Carsten Schuermann: Nominal State Separating Proofs

The goal of this work is to mechanize the security proofs of cryptographic algorithms. The definition of security is expressed in terms of a game pair capturing the indistinguishability between real and ideal functionality. A security proof is then expressed as a sequence of game hops between these games. When mechanizing security proofs using modules (see Brzuska et al. s work on state separating proofs), which introduce sets of module-specific global state variables, compositionality becomes an issue, because two modules may use the same state variable names. Thus, state-variables must be renamed when composing modules as was already observed in.

In my talk, I demonstrate how the theory of nominal sets can be used to solve this problem by introducing a notion of separated module composition that ensures separation of state-variables by applying permutations of names. Separation is defined constructively, so that it can be easily represented in a proof assistant, such as Coq or Lean. I show that alpha-equivalence implies perfect indistinguishability and that game-hopping through intermediate modules that introduce additional state-variables does not complicate the formulation of security theorems.

This is joint work with Markus Krabbe Larsen.


Time Authors Title
9:00 Carsten Schürmann Nominal State Separating Proofs
10:00 coffee break  
10:30 Thomas Traversié Kuroda’s Translation for the λΠ-Calculus Modulo Theory and Dedukti
11:15 Rishikesh Vaishnav A Term-Patching Framework for Eliminating Definitional Equalities in Lean
12:00 lunch break  
14:00 Thomas Traversié Proofs for Free in the lambdaPi-Calculus Modulo Theory
14:45 Gabriele Cecilia and Alberto Momigliano A Beluga Formalization of the Harmony Lemma in the pi-Calculus
15:30 coffee break  
16:00 Terrance Gray, Gopalan Nadathur Binding Contexts as Partitionable Multisets in Abella


The formal proceedings were published with EPTCS. They are available as EPTCS 404.

Program Committee

  • Florian Rabe (University of Erlangen-Nuremberg, Germany), co-chair
  • Claudio Sacerdoti Coen (University of Bologna, Italy), co-chair
  • Mauricio Ayala-Rincón (University of Brasilia)
  • Mario Carneiro (Carnegie Mellon University)
  • Kaustuv Chaudhuri (Inria Saclay)
  • Cyril Cohen (Inria Sophia Antipolis)
  • Alberto Momigliano (University of Milan, Italy)
  • Colin Rothgang (IMDEA, Madrid)
  • Sophie Tourret (Inria Nancy & Loria)
  • Theo Winterhalter (Inria Saclay)

Important Dates

  • Abstract submission deadline: April 29 EXTENDED to May 6
  • Paper submission deadline: May 6 EXTENDED to May 13
  • Notification to authors: June 3
  • Final version due: June 13 EXTENDED to June 30
  • Workshop: July 8

Submission Call for Papers

We solicit regular papers of up to 15 pages (including references).

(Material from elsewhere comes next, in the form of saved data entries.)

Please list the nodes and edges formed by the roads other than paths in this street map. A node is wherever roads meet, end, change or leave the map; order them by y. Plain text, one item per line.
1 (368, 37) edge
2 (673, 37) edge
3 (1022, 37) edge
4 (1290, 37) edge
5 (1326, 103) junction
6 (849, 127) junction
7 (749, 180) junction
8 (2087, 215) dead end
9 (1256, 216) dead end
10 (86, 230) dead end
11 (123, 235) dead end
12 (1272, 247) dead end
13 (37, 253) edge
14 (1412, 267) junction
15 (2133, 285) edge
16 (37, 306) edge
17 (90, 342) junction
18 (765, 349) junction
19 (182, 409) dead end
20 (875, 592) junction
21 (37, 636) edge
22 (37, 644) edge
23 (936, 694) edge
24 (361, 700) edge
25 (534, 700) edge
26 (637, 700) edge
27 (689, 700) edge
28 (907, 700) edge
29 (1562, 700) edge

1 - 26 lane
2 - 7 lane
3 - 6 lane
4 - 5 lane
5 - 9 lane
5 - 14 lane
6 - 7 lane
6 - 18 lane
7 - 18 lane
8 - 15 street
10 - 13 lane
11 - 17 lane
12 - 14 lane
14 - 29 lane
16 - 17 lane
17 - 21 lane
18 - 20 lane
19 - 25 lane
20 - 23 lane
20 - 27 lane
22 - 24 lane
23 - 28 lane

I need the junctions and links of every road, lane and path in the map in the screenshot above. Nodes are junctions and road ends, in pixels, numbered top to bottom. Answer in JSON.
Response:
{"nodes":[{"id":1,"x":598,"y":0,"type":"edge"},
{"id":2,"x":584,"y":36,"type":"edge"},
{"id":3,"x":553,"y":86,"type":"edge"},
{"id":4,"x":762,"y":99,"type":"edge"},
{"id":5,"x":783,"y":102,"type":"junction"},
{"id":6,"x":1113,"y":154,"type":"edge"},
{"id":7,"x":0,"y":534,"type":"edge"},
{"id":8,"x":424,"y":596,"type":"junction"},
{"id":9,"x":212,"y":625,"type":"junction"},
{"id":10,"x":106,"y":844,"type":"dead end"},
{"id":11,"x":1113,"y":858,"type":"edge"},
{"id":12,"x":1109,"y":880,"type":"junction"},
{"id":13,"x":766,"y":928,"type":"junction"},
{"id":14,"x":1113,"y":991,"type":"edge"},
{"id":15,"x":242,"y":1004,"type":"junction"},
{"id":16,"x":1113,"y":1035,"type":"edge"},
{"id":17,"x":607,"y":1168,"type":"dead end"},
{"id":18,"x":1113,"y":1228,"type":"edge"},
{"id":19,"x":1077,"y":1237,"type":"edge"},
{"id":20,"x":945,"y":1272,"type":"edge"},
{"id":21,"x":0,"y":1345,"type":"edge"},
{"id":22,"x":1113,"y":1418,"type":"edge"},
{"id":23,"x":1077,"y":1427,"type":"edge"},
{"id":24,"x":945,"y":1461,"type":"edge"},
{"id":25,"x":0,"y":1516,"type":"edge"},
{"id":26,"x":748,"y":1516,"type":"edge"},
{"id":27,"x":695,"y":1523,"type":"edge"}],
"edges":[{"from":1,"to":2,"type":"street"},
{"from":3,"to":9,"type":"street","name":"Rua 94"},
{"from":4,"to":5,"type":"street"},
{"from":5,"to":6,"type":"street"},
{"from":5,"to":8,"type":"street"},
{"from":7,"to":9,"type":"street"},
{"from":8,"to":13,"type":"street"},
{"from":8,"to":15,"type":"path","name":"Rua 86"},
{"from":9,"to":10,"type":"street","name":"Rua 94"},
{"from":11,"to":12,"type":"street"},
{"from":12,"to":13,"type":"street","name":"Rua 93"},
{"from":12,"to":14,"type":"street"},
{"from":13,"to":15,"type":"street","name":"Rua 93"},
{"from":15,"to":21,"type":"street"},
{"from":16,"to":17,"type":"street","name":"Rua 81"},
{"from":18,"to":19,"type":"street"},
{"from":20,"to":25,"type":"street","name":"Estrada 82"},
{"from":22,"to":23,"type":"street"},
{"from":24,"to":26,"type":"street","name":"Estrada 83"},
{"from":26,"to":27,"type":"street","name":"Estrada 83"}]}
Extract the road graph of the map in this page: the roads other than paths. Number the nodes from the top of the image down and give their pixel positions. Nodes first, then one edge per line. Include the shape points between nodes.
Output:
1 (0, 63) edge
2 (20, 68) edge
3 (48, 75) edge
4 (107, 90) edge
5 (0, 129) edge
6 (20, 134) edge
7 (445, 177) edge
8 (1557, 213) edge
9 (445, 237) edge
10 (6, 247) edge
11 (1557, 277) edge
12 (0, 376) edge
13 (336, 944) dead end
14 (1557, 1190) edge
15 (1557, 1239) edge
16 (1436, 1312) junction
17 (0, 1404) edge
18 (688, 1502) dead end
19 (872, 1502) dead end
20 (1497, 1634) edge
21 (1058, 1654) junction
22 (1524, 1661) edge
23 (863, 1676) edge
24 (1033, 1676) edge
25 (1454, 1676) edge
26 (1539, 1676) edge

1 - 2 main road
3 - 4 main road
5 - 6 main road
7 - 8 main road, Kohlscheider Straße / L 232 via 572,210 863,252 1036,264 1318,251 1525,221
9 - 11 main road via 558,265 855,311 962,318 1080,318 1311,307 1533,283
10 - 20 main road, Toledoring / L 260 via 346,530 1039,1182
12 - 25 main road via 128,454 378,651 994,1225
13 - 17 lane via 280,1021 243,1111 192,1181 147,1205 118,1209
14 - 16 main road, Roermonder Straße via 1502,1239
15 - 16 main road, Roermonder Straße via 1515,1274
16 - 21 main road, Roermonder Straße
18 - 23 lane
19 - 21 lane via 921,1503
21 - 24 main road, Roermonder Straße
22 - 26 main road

These must be original and not simultaneously submitted to another venue. They will be formally reviewed, and we plan to publish (pre- or post-)proceedings in a series like EPTCS or similar.

In addition, we encourage the submission of abstracts (1-4 pages including references) describing work-in-progress, new ideas, challenges, or other interesting informal contributions.

All submitted papers should be in PDF format following the EPTCS style.

Submissions should be made via EasyChair.

We will investigate the possibility of having a journal special issue for extended versions of selected contributions.